*** Opening Data to process ***

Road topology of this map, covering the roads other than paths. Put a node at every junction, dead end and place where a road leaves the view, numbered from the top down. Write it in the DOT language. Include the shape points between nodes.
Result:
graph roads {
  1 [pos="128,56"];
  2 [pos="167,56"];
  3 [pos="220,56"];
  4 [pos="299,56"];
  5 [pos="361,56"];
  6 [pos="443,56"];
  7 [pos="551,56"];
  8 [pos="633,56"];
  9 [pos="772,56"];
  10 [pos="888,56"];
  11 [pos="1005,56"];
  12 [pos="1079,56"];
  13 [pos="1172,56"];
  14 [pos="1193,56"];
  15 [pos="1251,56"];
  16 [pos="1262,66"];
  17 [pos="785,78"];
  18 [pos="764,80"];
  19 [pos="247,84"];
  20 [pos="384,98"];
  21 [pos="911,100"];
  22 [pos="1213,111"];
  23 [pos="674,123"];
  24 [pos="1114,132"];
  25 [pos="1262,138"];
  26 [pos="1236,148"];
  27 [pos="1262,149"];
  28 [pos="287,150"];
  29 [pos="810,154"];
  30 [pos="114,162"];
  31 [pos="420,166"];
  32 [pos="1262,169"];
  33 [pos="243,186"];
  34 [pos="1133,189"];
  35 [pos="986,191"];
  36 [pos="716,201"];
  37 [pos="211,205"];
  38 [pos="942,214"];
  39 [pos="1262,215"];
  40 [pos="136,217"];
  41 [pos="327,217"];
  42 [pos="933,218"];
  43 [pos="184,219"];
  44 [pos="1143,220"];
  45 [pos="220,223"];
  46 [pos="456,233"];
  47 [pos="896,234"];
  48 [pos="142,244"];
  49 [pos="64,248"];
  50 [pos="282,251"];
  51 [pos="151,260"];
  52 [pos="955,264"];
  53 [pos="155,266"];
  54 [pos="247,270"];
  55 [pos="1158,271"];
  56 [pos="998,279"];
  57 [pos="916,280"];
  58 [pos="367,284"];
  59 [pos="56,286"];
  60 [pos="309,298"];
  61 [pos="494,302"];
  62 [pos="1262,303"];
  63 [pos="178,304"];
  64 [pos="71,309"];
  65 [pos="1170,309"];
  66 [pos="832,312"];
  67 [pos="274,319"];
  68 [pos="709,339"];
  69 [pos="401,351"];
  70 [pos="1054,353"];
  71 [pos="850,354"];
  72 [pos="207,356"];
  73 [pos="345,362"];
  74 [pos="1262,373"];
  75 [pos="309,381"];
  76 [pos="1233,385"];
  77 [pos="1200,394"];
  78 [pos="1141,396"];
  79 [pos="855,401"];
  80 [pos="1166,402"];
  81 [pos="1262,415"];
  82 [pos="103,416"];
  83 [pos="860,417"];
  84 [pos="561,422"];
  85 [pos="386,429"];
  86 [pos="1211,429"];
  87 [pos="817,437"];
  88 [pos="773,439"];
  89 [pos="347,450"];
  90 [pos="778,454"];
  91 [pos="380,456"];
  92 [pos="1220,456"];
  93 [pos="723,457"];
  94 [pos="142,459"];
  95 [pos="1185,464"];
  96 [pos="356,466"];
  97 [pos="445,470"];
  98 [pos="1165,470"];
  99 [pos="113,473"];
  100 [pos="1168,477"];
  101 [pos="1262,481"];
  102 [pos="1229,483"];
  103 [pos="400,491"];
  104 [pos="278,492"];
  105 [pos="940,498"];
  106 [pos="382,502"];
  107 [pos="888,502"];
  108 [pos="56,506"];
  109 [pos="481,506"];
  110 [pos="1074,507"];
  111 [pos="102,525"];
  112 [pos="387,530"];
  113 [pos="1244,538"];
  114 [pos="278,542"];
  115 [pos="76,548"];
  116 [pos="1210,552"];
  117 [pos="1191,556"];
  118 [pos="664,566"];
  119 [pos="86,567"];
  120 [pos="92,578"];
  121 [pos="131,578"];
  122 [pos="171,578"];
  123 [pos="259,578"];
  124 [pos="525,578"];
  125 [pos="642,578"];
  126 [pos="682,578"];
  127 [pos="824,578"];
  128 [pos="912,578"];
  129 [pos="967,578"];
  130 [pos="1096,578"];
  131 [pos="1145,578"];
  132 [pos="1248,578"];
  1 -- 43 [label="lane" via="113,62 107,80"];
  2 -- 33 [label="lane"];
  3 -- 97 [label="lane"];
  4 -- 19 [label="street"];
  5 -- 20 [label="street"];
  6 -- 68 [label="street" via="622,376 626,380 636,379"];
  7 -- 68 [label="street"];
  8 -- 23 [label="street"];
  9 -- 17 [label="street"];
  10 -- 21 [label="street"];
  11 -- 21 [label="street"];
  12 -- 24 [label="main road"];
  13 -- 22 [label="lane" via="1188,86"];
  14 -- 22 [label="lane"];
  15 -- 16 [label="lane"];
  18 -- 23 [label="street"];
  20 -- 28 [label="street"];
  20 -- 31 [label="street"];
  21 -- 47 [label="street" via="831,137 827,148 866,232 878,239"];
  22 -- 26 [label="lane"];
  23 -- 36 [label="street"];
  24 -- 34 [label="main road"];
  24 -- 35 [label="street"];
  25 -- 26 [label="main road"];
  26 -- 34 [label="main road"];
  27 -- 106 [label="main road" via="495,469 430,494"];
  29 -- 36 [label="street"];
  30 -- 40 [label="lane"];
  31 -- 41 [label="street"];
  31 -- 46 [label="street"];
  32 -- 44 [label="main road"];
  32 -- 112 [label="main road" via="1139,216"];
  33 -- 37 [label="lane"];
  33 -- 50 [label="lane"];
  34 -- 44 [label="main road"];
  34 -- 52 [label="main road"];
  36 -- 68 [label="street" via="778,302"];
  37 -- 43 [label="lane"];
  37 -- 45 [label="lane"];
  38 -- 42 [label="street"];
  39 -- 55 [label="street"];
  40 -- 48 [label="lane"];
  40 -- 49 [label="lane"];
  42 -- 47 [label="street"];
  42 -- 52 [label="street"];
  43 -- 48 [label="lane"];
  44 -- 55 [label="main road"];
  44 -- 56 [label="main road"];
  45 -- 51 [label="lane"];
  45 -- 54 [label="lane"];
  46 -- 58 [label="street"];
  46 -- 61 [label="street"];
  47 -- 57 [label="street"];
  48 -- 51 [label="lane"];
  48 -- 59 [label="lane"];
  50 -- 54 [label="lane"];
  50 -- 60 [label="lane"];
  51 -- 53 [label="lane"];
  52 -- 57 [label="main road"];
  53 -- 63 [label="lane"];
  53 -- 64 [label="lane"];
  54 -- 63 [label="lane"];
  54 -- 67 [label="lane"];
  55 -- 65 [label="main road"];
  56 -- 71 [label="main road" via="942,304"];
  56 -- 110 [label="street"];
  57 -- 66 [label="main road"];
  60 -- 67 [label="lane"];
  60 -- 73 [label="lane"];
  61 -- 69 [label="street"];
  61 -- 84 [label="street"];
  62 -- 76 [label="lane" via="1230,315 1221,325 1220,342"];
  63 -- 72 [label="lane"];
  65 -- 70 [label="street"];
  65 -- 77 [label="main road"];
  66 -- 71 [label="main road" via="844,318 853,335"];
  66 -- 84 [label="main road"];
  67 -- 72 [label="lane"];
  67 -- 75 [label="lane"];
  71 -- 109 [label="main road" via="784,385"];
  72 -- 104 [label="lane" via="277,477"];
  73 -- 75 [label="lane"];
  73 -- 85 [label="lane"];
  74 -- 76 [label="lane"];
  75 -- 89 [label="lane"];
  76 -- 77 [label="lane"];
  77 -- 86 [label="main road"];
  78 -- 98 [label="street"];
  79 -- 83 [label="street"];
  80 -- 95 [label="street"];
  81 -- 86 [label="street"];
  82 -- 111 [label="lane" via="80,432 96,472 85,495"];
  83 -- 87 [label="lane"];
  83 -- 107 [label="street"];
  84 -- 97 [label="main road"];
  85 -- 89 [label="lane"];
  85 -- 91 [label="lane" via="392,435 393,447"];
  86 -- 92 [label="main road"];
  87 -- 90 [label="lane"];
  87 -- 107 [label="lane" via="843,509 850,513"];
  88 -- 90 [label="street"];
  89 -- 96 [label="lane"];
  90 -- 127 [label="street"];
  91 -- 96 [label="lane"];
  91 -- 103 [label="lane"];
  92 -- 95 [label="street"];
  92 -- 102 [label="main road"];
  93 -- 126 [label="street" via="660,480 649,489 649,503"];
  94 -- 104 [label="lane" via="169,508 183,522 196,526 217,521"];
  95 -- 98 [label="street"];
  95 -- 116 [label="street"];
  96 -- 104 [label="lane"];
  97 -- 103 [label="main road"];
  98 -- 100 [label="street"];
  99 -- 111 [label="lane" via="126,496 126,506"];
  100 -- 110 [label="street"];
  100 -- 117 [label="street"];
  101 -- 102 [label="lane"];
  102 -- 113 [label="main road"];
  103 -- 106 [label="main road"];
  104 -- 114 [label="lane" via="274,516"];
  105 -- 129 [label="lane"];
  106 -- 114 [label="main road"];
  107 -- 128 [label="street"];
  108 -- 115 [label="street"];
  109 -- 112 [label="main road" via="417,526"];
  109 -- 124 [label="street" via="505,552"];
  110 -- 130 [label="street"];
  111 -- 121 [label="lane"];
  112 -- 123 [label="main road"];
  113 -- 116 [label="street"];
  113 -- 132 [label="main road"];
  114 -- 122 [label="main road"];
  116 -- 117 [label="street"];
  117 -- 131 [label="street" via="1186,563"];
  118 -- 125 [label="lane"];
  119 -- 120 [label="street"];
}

*** Closing Data to process ***

> [Exercise brief]:
Please give the number of lines above that hold the word "roads", and only that number.

> [Expected answer]:
2